Last July the main findings from my PhD study into the mechanism of spinal manipulation were published and, especially as an early career researcher, I’ve been delighted at the interest shown in the paper. Really this is testament to the benefits of open access publishing (although there are criticisms of this publishing model) where research papers are made freely accessible to anyone (with an internet connection) anywhere in the world as well as the channels for spreading the word provided by social media. Of course, as well as that, the topic of the mechanism of spinal manipulation continues to generate interest in the manual therapy professions as we continue to try (and try) to understand how it works.

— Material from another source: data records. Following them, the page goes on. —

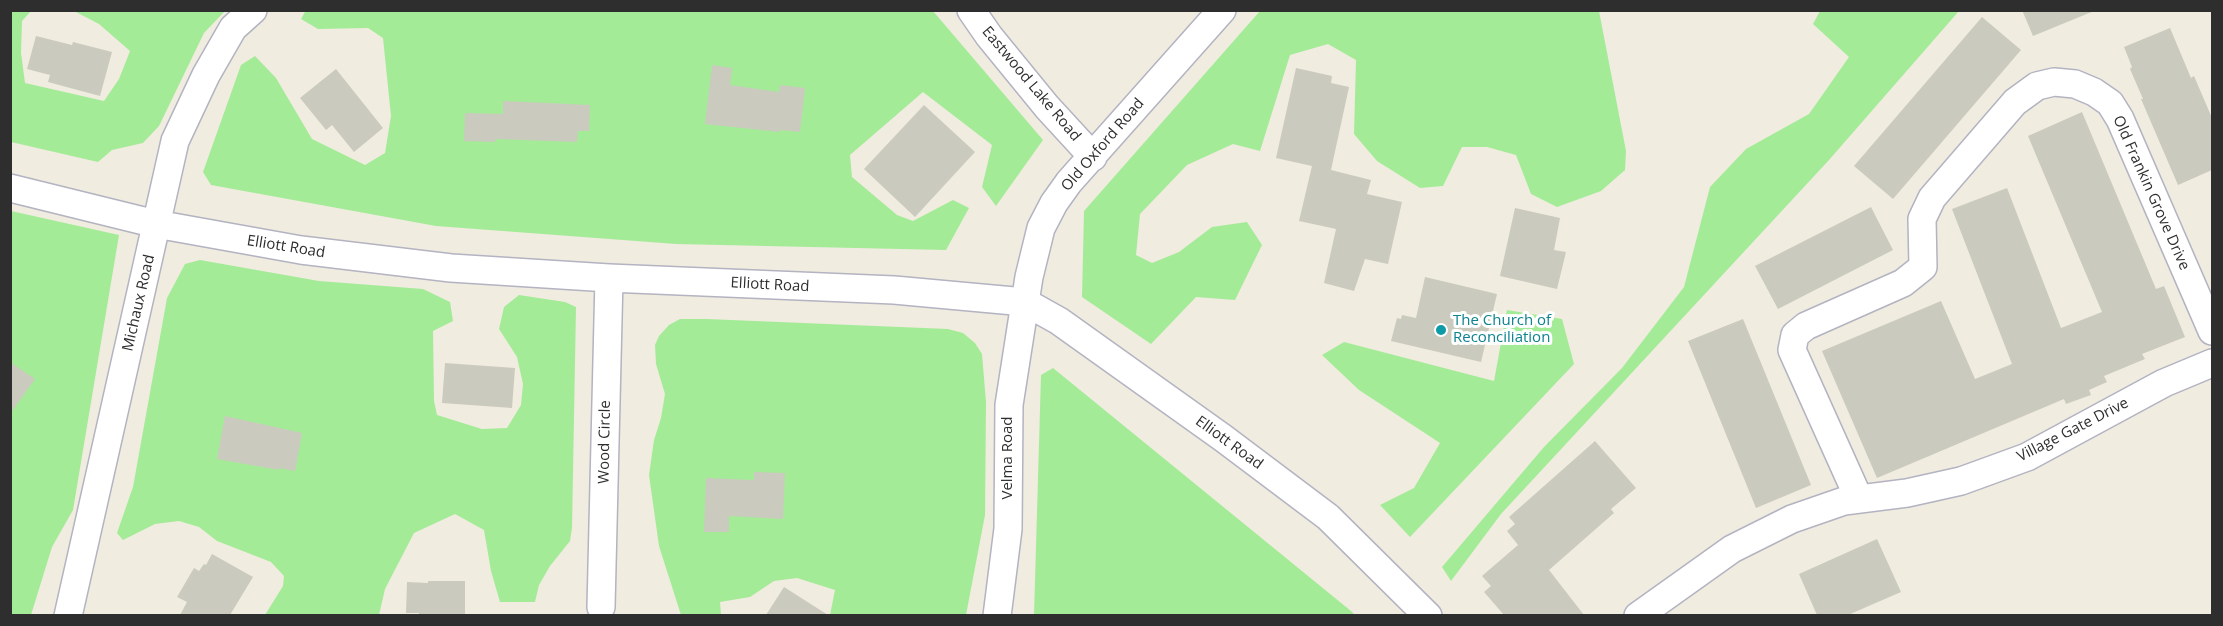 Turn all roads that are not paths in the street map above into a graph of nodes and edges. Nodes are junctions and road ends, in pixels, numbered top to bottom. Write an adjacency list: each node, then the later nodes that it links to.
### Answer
1 (253, 10): 6 (street, Michaux Road)
2 (971, 10): 4 (street, Eastwood Lake Road)
3 (1222, 10): 4 (street, Old Oxford Road)
4 (1093, 157): 8 (street, Old Oxford Road)
5 (10, 188): 6 (street, Elliott Road)
6 (156, 224): 7 (street, Elliott Road); 13 (street, Michaux Road)
7 (609, 278): 8 (street, Elliott Road); 12 (street, Wood Circle)
8 (1025, 302): 14 (street, Velma Road); 15 (street, Elliott Road)
9 (2212, 331): 11 (street, Old Frankin Grove Drive)
10 (2212, 363): 11 (street, Village Gate Drive)
11 (1859, 499): 16 (street, Village Gate Drive)
12 (601, 607)
13 (68, 615)
14 (997, 615)
15 (1428, 615)
16 (1638, 615) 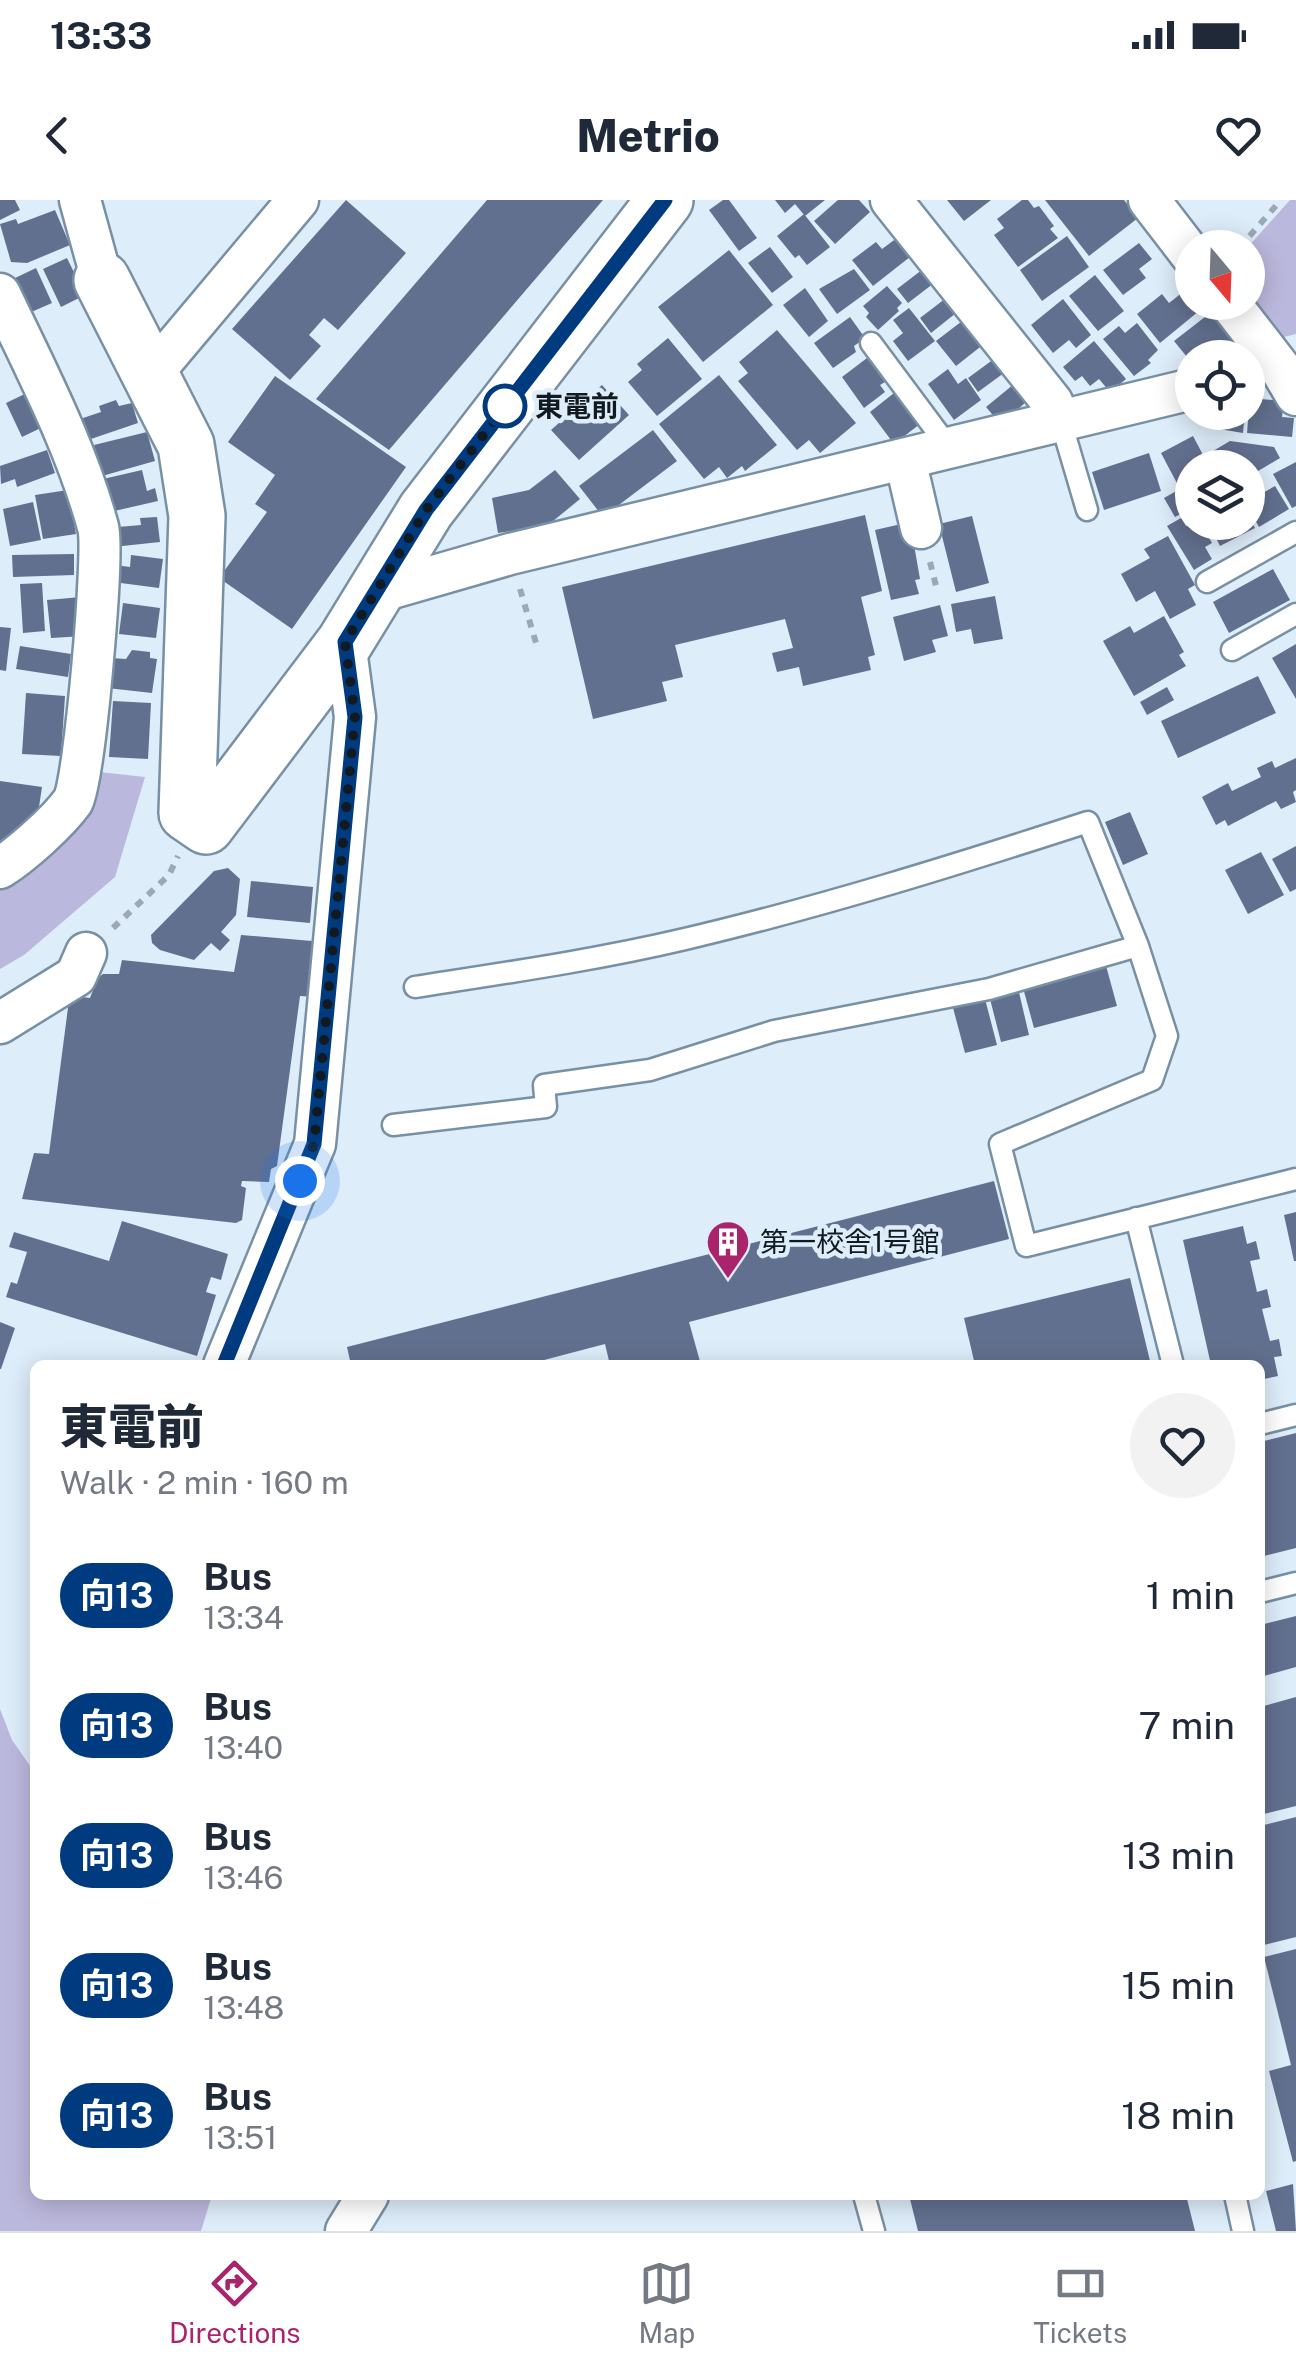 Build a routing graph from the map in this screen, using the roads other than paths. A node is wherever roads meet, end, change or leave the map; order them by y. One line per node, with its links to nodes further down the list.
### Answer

I’d like to take this opportunity to shed some light on what the findings from the study might mean for practising clinicians by addressing questions/comments that have been directed to me that have appeared in social media. By necessity some of the questions/comments are paraphrased and I have tried hard not to misinterpret these. I’m only too happy to (try to) answer any further questions you might have as a result of reading these posts. Please post comments, especially if you disagree! (Although please be polite! It’s fine to attack methods and methodology, not people). The limitations of the study should always be kept in mind when interpreting the ‘clinical implications’ responses to each comment. I look forward to hearing from you! (and look out for Part 2 of this blog-post, coming soon).
Comment 1 – ‘The findings of the study make sense since SMT does not lead to plastic deformation of joint and disc and therefore cannot increase movement more than anatomical range of motion (not lead to hypermobility)’.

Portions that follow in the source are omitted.